Rose Bowl neighbors supportive of renovation

PASADENA – Lee Zanteson and Gordon Treweek can breathe a sigh of

relief.

After opposing a failed NFL initiative first launched in 2003,

the Arroyo Seco neighborhood leaders say they can live with a $152

million stadium renovation plan approved Monday.

While opposition to the NFL proposal culminated in the defeat of

a 2006 ballot initiative, Monday’s approval by council members of

the more modest renovation has been met with little argument from

nearby residents.

“There really is no (other) choice for the city,” said Zanteson,

president of the Linda Vista/Annandale Association. “If you didn’t

do it, the Rose Bowl would deteriorate and we would have a real

white elephant on our hands.”

In fact, Zanteson believes the current renovation plan is

“pretty reasonable.”

Project architects, he said, are making whatever improvements

they can while still preserving the stadium’s historic character,

something that could not have been guaranteed by the NFL.

And although the

football league had offered to

invest some $500 million in stadium improvements, some residents

feared the NFL would have had to increase the number of events

there to pay for them.

“As you can see now, we’re scaled back to $150 million in

improvements, which I think will make the Rose Bowl very relevant

to

college

football in the 21st century,” said

Treweek, president of the East Arroyo Residents Association. “It

will really upgrade the facility very nicely.”

Meanwhile, the city gets to maintain control of the iconic

stadium to better protect residents, Mayor Bill Bogaard said.

In fact, that was largely the reason that the City Council voted

in June 2005 to forego submitting a proposal to the NFL for stadium

improvements, favoring the development of a non-NFL alternative

instead, he said.

“In the end, the NFL doesn’t occupy a stadium that it doesn’t

control,” Bogaard said. “And in the end, Pasadena doesn’t give up

control over the world-famous Rose Bowl.”
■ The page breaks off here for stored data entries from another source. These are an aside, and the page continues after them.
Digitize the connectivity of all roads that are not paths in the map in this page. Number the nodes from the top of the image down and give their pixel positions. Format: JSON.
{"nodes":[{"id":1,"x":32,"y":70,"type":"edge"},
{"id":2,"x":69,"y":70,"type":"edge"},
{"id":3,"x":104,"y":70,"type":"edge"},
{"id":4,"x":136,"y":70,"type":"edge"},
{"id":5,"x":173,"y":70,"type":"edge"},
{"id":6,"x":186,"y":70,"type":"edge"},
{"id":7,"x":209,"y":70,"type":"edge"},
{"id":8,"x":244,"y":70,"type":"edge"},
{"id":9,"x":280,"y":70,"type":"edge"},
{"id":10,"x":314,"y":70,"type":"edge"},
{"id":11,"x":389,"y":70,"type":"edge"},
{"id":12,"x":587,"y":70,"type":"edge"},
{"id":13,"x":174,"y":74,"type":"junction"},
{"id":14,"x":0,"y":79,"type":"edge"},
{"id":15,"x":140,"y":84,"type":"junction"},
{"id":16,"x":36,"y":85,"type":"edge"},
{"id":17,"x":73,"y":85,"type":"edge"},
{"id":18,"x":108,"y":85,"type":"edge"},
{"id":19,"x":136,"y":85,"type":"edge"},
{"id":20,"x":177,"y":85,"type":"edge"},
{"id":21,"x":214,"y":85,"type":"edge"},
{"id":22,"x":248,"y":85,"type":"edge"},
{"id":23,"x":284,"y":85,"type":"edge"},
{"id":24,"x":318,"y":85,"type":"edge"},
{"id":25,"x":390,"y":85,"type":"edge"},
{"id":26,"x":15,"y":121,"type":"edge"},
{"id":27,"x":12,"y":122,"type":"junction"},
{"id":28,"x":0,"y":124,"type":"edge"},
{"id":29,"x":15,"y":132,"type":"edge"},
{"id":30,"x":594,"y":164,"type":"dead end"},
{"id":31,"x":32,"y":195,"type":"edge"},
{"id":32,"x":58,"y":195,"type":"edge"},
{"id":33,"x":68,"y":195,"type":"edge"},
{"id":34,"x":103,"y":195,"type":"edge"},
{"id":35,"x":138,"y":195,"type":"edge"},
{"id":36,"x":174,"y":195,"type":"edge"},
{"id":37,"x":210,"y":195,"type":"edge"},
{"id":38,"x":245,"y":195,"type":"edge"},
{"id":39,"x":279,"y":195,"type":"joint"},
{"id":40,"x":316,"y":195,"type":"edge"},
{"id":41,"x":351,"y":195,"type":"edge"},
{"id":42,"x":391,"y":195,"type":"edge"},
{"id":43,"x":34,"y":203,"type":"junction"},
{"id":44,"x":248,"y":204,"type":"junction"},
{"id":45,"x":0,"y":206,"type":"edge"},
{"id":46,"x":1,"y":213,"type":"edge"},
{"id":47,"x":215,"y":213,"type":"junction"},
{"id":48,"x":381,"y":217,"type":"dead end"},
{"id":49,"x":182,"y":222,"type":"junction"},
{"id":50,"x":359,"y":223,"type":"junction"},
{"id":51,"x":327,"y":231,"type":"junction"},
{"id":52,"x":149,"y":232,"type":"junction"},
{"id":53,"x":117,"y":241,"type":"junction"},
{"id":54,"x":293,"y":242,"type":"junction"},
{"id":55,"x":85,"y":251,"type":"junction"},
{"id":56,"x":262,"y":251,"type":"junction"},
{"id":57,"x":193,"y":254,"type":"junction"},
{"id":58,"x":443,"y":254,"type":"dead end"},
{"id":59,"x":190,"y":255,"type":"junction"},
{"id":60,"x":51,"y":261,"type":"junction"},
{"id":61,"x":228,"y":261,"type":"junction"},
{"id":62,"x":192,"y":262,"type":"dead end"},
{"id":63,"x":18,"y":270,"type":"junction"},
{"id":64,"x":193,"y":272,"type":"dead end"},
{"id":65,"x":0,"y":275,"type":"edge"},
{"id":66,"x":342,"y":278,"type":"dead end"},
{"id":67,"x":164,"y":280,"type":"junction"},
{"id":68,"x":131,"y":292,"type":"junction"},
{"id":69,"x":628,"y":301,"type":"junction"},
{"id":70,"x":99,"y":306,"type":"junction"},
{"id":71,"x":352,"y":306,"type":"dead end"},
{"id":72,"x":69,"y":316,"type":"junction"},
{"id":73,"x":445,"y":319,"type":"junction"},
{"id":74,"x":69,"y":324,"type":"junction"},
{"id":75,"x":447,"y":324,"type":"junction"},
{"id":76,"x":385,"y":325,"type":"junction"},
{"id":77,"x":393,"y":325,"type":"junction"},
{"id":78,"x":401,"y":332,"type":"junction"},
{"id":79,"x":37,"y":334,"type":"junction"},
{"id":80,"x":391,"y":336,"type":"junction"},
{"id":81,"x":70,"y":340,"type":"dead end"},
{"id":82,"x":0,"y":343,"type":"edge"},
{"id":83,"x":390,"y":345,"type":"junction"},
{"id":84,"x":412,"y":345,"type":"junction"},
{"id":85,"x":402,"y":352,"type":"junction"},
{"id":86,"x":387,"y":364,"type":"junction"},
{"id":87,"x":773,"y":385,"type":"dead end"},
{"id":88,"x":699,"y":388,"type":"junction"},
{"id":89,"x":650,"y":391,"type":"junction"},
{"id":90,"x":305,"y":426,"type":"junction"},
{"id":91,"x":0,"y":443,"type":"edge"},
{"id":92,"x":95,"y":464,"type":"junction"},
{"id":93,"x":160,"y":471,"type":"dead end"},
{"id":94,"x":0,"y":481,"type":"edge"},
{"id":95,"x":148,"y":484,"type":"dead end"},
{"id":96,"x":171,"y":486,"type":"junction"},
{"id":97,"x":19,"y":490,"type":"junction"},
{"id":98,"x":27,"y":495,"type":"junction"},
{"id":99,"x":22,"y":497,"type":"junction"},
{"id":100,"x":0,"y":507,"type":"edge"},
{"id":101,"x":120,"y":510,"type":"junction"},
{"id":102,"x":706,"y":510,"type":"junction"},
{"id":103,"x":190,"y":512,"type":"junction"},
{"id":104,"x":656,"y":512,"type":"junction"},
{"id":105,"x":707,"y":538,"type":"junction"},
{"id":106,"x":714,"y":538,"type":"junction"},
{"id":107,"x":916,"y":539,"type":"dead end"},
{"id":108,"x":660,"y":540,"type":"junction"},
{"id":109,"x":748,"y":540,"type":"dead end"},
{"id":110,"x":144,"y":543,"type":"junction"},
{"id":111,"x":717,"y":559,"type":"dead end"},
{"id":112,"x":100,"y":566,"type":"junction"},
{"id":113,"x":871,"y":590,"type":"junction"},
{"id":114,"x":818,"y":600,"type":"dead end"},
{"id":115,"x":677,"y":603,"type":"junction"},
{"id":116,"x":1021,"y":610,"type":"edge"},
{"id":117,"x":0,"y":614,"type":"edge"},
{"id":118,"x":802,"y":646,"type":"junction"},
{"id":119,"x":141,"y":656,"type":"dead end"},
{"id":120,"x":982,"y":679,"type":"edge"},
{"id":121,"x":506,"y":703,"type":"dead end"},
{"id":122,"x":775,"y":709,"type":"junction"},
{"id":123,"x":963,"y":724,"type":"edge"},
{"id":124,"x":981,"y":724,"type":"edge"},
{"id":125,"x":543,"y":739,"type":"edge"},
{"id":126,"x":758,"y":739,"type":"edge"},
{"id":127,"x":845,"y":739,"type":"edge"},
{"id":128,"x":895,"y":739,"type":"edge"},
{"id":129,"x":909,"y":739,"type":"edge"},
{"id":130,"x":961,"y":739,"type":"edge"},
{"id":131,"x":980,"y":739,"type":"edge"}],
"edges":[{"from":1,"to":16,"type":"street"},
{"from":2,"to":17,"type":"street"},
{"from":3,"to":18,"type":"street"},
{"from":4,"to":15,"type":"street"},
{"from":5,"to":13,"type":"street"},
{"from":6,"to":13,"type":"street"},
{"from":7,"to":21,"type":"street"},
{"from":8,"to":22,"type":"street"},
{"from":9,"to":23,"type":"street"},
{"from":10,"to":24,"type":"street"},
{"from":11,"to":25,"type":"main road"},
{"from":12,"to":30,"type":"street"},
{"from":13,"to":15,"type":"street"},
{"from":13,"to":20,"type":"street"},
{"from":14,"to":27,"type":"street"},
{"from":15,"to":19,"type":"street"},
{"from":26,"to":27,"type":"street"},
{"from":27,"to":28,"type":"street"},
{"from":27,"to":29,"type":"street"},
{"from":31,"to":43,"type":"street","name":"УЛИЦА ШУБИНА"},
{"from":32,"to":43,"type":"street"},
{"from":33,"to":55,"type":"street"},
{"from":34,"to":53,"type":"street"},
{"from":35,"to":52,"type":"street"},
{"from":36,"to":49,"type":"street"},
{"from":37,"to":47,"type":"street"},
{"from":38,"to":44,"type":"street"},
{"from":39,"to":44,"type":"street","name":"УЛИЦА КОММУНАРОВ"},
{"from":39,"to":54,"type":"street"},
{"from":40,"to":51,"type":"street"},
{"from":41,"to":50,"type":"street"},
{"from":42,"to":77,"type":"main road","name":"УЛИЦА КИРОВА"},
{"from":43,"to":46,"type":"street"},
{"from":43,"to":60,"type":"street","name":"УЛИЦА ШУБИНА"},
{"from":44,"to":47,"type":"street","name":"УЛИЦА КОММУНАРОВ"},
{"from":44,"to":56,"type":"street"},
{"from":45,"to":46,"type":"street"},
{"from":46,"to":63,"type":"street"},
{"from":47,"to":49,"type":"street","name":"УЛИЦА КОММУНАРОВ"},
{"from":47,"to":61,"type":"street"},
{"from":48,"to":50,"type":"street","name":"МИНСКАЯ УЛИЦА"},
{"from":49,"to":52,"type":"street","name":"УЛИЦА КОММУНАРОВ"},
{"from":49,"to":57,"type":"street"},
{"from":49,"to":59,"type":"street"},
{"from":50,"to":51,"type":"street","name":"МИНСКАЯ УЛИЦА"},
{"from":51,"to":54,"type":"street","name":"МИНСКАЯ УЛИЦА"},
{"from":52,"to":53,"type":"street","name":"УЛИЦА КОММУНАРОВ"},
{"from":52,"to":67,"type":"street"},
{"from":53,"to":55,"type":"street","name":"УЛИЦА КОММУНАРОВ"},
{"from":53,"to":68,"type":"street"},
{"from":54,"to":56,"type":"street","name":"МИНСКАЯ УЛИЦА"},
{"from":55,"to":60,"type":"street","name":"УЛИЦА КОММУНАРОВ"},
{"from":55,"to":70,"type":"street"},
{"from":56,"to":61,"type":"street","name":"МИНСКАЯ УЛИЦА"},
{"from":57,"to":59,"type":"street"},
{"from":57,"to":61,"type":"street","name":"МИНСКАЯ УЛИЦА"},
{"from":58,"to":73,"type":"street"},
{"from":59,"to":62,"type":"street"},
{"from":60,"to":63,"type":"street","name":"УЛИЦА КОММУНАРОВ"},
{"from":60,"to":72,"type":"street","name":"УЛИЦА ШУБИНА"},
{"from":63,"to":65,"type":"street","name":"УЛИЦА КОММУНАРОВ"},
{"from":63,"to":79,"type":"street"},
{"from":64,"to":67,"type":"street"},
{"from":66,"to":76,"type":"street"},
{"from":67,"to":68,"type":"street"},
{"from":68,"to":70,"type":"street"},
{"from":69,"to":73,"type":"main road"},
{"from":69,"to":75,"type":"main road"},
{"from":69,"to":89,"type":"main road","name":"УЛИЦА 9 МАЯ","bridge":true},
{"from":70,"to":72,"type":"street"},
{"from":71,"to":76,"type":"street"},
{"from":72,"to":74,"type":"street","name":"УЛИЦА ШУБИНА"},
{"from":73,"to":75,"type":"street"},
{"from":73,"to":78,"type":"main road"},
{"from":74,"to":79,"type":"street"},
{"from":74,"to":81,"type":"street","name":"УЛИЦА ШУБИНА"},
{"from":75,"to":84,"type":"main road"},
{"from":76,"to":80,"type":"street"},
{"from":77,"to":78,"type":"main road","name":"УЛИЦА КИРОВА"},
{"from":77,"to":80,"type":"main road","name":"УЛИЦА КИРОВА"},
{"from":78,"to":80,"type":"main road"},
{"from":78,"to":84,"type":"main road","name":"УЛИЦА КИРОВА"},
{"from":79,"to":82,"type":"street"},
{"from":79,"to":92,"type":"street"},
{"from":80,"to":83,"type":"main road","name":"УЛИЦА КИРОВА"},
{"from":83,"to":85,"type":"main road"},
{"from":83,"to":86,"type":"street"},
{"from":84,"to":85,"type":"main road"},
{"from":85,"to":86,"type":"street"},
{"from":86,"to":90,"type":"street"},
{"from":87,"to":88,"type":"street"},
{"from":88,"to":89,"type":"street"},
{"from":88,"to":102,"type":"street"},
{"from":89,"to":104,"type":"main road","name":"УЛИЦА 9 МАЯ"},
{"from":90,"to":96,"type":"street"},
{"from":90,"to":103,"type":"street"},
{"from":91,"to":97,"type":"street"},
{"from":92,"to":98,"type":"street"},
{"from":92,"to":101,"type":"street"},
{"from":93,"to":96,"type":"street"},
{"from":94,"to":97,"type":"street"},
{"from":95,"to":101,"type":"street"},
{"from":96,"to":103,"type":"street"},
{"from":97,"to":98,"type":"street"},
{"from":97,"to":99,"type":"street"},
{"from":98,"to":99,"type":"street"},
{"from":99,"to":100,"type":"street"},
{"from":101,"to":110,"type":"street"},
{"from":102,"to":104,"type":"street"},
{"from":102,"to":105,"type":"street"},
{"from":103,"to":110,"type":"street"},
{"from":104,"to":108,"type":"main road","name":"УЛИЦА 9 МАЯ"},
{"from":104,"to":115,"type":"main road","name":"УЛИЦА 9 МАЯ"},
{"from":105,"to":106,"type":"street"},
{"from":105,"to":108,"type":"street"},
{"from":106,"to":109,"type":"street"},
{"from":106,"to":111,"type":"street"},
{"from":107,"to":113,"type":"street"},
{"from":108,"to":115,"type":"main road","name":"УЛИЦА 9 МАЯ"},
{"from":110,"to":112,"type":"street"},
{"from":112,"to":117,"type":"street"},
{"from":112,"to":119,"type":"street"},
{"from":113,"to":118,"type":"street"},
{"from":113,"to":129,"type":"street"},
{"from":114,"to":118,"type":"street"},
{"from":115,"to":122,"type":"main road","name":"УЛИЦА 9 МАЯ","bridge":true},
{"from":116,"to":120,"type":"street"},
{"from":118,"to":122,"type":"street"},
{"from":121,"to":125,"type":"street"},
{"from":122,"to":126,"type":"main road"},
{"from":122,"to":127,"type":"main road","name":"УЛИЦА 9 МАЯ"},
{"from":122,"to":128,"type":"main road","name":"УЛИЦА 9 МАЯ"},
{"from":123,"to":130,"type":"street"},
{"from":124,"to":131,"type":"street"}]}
Zanteson said that he is generally pleased with measures in

place meant to reduce construction impacts and protect nearby

residents.

A memorandum of understanding was also signed last month between

the Rose Bowl Operating Company and the three neighborhood

associations most affected by the project: the West Pasadena

Residents’ Association, the Linda Vista-Annandale Association and

the East Arroyo Residents Association.

The MOU provides several points of contact for residents who

face problems during construction.

However, “it’s never going to be as good as you think it is,”

Zanteson conceded. “We just have to wait and see. We think we have

a mechanism in place to deal with problems. That’s the best you can

hope for.”

At two recent council meetings where the Rose Bowl renovation

plan was discussed, not one concern about potential impacts to

surrounding neighborhoods was raised.

This is largely the result of monthly meetings between stadium

officials and leaders of the three neighborhood associations that

began about two and a half years ago, said Darryl Dunn, Rose Bowl

CEO and general manager.

“They want the Rose Bowl to be successful,” he said. “They just

don’t want their lives to be disrupted too adversely. We respect

their position and they respect ours.”

Councilman Steve Madison has argued that as funds become

available they should be spent on relieving impacts to the area

that a massive construction project is certain to cause there.

Residents in the Arroyo Seco will have to play an active role in

communicating concerns with their council representatives, said

Councilman Victor Gordo, president of the Rose Bowl Operating

Company board.

While the Rose Bowl is an asset to the city, it can’t be used to

the detriment of one or two neighborhoods, he said.

“That’s the fine balance we are attempting to strike,” he

said.

Construction of the project is expected to start in January and

be completed by the 100th Rose Bowl game in 2014.